Non ci si può esimere da un commento riguardante la scelta dell’attore protagonista. Beppe Fiorello è senza dubbio un bravo protagonista, ma ha 54 anni che si vedono tutti. Nel film impersona una figura che, all’epoca dei fatti rappresentati, aveva tra i 27 e i 30 anni. La metà. L’incongruenza non è solo estetica, ma almeno in una scena pare influenzare persino la sceneggiatura: è quella in cui, parlando con l’amante Norina Cristofoli, Baracca/Fiorello si mostra scettico sulla possibilità di costruire con lei una famiglia non solo per la loro differenza d’età (la Cristofoli aveva 14 anni di meno, era appena sedicenne quando si conobbero), ma perché lui stesso si considererebbe un padre troppo vecchio: “I figli devono avere padri giovani”. Una frase che suona stonata in bocca a un nemmeno trentenne. Tutto ciò fa sorgere spontanea la domanda: perché scegliere proprio Fiorello per impersonare Baracca, a costo di essere forzati e anacronistici? Speriamo che la motivazione non stia nelle posizioni politicamente “corrette” dell’attore, apologeta ed aspirante interprete di Mimmo Lucano: un pedaggio pagato per evitare accuse di “militarismo”.

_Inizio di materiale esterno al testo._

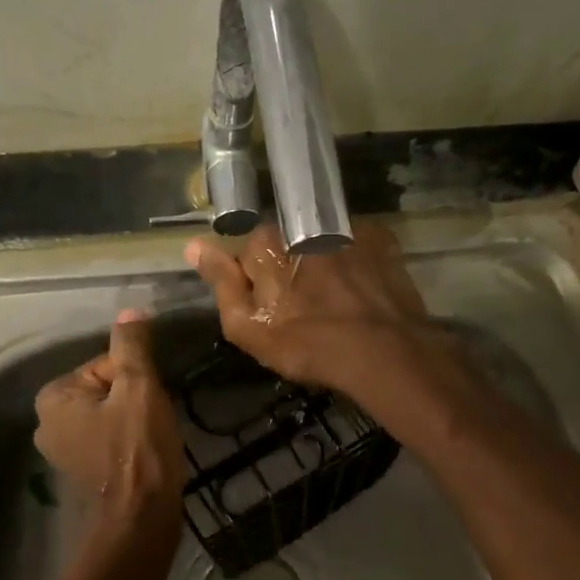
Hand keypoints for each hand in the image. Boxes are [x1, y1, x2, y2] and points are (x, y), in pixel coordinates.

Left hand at [34, 310, 187, 530]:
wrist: (141, 518)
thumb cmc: (138, 448)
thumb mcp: (139, 387)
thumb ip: (132, 346)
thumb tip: (131, 310)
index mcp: (53, 396)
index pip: (105, 364)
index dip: (135, 377)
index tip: (148, 401)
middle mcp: (47, 421)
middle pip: (105, 388)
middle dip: (133, 398)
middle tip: (152, 419)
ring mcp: (61, 449)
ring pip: (109, 411)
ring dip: (134, 417)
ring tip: (152, 436)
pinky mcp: (79, 470)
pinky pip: (108, 435)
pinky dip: (127, 438)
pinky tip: (144, 452)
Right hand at [184, 221, 444, 397]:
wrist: (385, 353)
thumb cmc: (308, 346)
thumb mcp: (248, 328)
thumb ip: (221, 283)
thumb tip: (194, 245)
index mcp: (268, 245)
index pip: (250, 252)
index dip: (258, 281)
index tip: (272, 308)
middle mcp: (304, 225)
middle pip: (288, 244)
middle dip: (291, 268)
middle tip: (305, 308)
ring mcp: (346, 228)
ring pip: (322, 242)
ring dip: (323, 263)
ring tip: (337, 301)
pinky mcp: (381, 238)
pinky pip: (357, 244)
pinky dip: (356, 261)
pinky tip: (361, 291)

Accuse che, in ogni caso, avrebbero avuto pochi pretesti su cui reggersi. Lo vediamo giungendo a discutere della cosa più importante: i contenuti. Almeno da questo film, espressione dell’Aeronautica, ci saremmo attesi un chiaro messaggio di patriottismo e di celebrazione dell’eroismo dei nostri avi combattenti. Di ciò, invero, v’è ben poco. Molto meno dei riferimenti alla presunta ingiustizia della guerra – la nostra Quarta Guerra d’Indipendenza. La madre dell’eroe, Paolina Biancoli, è rappresentata quasi come una pacifista. Eppure, fu lei ad appoggiare la scelta del figlio di intraprendere la carriera militare, malgrado l’opposizione del padre. Scoppiata la guerra, la nobildonna – pur preoccupata e spaventata – incoraggiava Francesco Baracca a farsi onore.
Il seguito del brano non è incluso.